If you already know the exact path to the matching SparkMonitor listener JAR in your current environment, you can set spark.driver.extraClassPath directly:

from pyspark.sql import SparkSession

spark = (
    SparkSession.builder.config(
        "spark.extraListeners",
        "sparkmonitor.listener.JupyterSparkMonitorListener",
    )
    .config(
        "spark.driver.extraClassPath",
        # Put the path to the matching SparkMonitor listener JAR here.
        "venv/lib/python3.13/site-packages/sparkmonitor/listener_spark4_2.13.jar",
    )
    .getOrCreate()
)

Example with automatic listener JAR detection

The most robust approach is to resolve the listener JAR path dynamically from the installed Python package instead of hardcoding the full environment path. The example below first checks SPARK_HOME and then falls back to the pyspark package layout used by pip install pyspark, where SPARK_HOME is often not set:

import os
from pathlib import Path

import pyspark
import sparkmonitor
from pyspark.sql import SparkSession


def iter_spark_jar_dirs() -> list[Path]:
    candidates = []

    spark_home = os.environ.get("SPARK_HOME")
    if spark_home:
        candidates.append(Path(spark_home) / "jars")

    candidates.append(Path(pyspark.__file__).resolve().parent / "jars")
    return [path for path in candidates if path.exists()]


def resolve_listener_jar(sparkmonitor_dir: Path) -> Path:
    for jars_dir in iter_spark_jar_dirs():
        for jar in jars_dir.glob("spark-core_*.jar"):
            # spark-core_2.13-3.5.8.jar => scala=2.13, spark_major=3
            scala_ver, spark_ver = jar.name.split("_")[1].split("-")[:2]
            spark_major = spark_ver.split(".")[0]
            if spark_major == "3" and scala_ver == "2.12":
                return sparkmonitor_dir / "listener_spark3_2.12.jar"
            if spark_major == "3" and scala_ver == "2.13":
                return sparkmonitor_dir / "listener_spark3_2.13.jar"
            if spark_major == "4" and scala_ver == "2.13":
                return sparkmonitor_dir / "listener_spark4_2.13.jar"

    raise RuntimeError(
        "Could not detect Spark/Scala version from SPARK_HOME or the pyspark installation"
    )


sparkmonitor_dir = Path(sparkmonitor.__file__).resolve().parent
listener_jar = resolve_listener_jar(sparkmonitor_dir)

spark = (
    SparkSession.builder.config(
        "spark.extraListeners",
        "sparkmonitor.listener.JupyterSparkMonitorListener",
    )
    .config("spark.driver.extraClassPath", str(listener_jar))
    .getOrCreate()
)

Important

The correct listener JAR depends on:

the location of your Python environment

your Spark major version and Scala version

how Spark is installed (SPARK_HOME vs pip install pyspark)

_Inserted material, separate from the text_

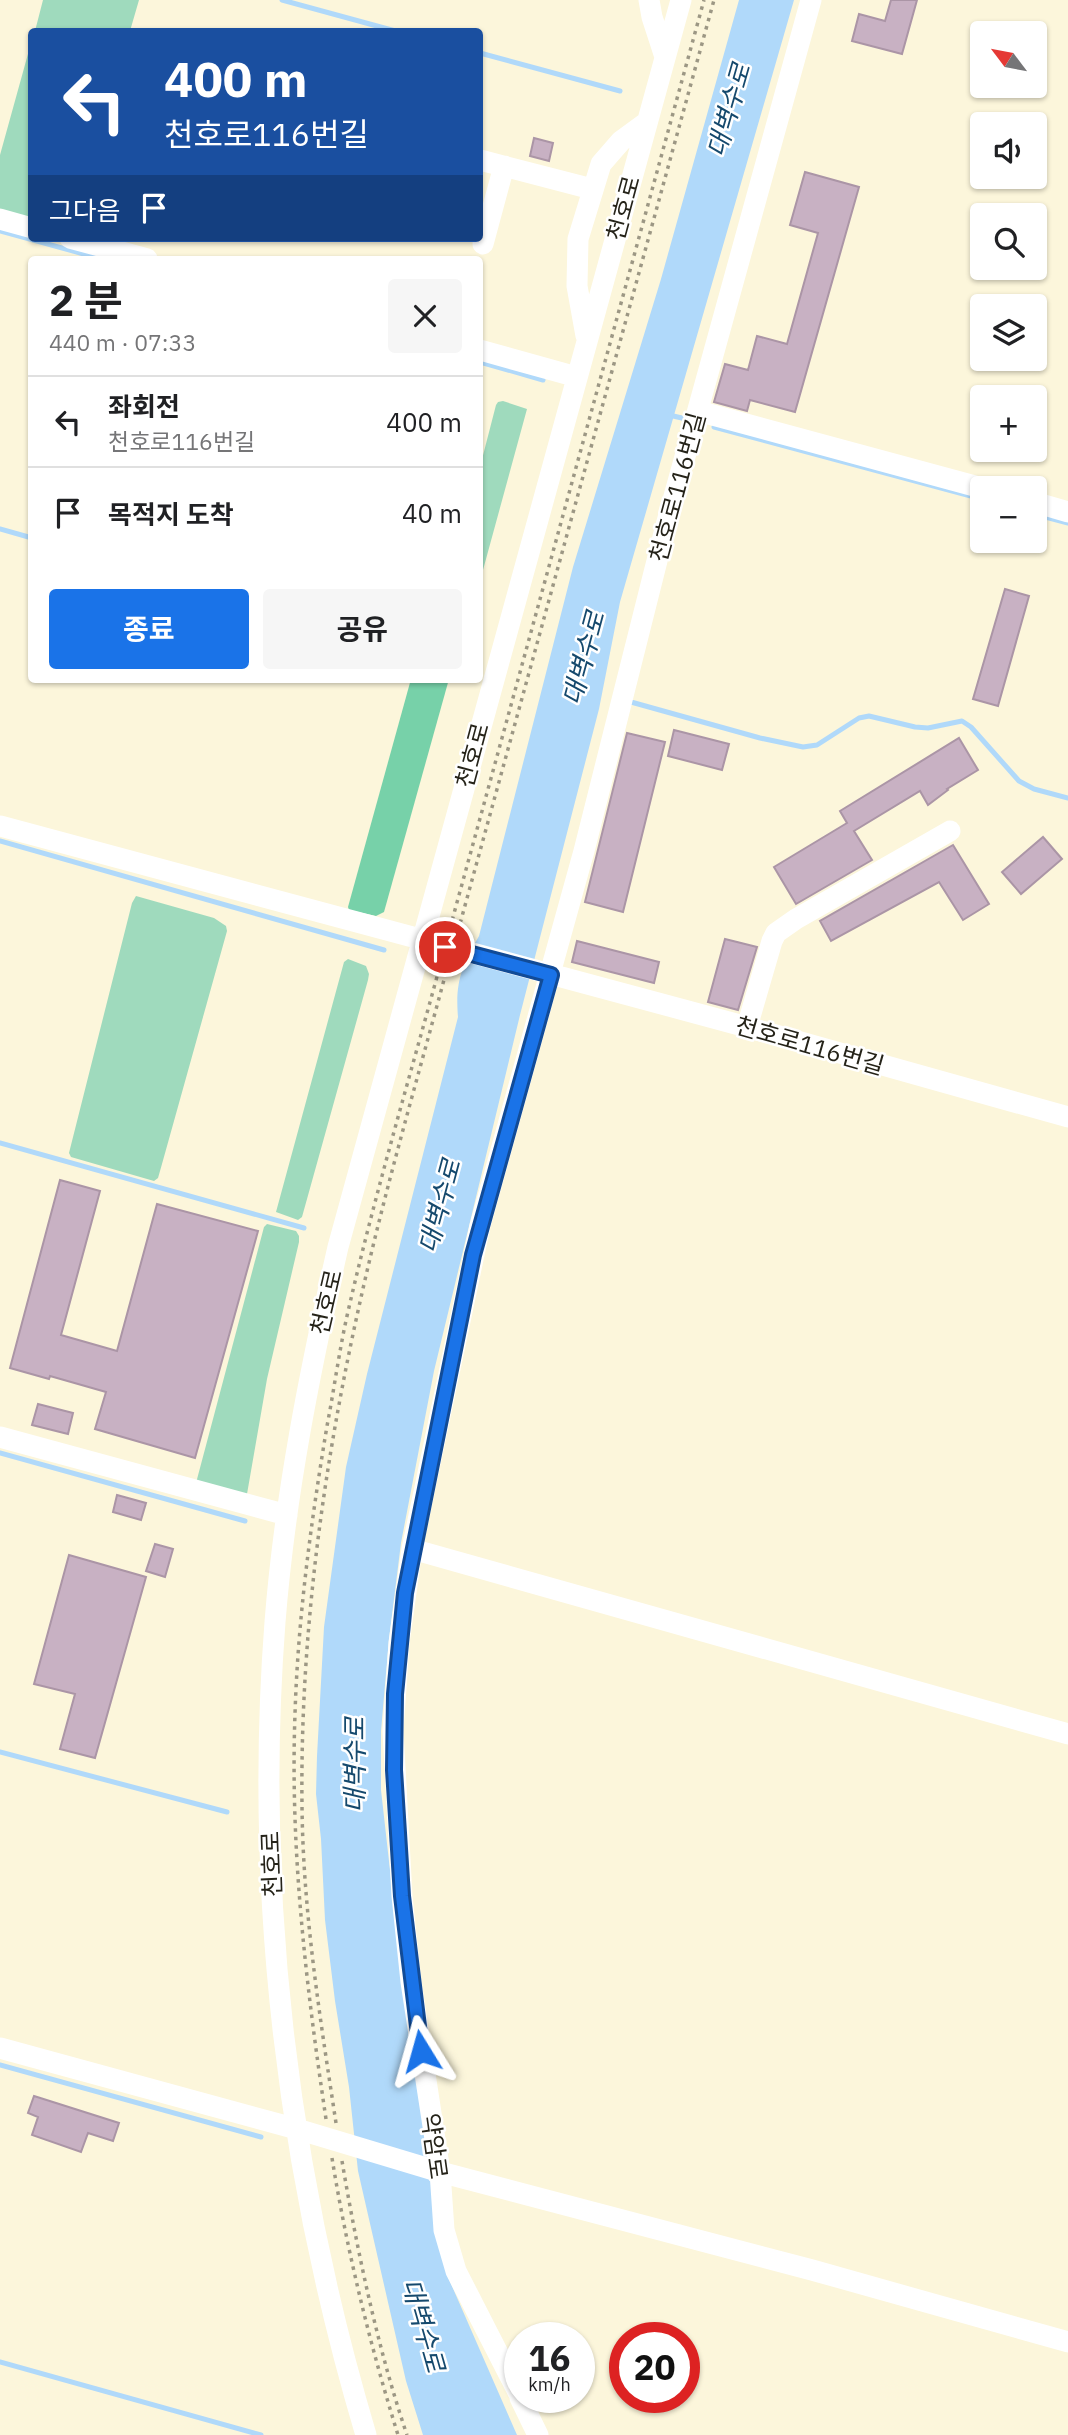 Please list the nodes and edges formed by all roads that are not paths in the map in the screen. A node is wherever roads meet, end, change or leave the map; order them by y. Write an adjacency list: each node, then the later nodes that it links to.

You can inspect the installed package location with:

import sparkmonitor

print(sparkmonitor.__path__)

Then locate the corresponding listener JAR in that package directory:

listener_spark3_2.12.jar for Spark 3 + Scala 2.12
listener_spark3_2.13.jar for Spark 3 + Scala 2.13
listener_spark4_2.13.jar for Spark 4 + Scala 2.13

If needed, you can also build the listener JAR yourself with sbt, as described in the development section below.

Development

To work on SparkMonitor locally:

# Install the package in editable mode
pip install -e .

# Build the frontend (see package.json for available scripts)
yarn run build:<action>

# Link the JupyterLab extension into your local Jupyter environment
jupyter labextension develop --overwrite .

# Watch frontend files for changes
yarn run watch

# Build the Spark listener JARs
cd scalalistener_spark3 # Spark 3 / Scala 2.12 and 2.13
sbt +package

cd ../scalalistener_spark4 # Spark 4 / Scala 2.13
sbt package

Troubleshooting

SparkMonitor panel does not appear

Check the following:

sparkmonitor is installed in the same Python environment as your notebook kernel
pyspark is installed
jupyterlab or notebook is installed
the IPython kernel extension is enabled
your Spark session includes spark.extraListeners
spark.driver.extraClassPath points to a valid listener JAR
you are using Spark Classic, not Spark Connect

Wrong listener JAR selected

The listener JAR must match both your Spark major version and Scala version:

Spark 3 + Scala 2.12 -> listener_spark3_2.12.jar
Spark 3 + Scala 2.13 -> listener_spark3_2.13.jar
Spark 4 + Scala 2.13 -> listener_spark4_2.13.jar

Using the wrong listener JAR may prevent the listener from loading correctly.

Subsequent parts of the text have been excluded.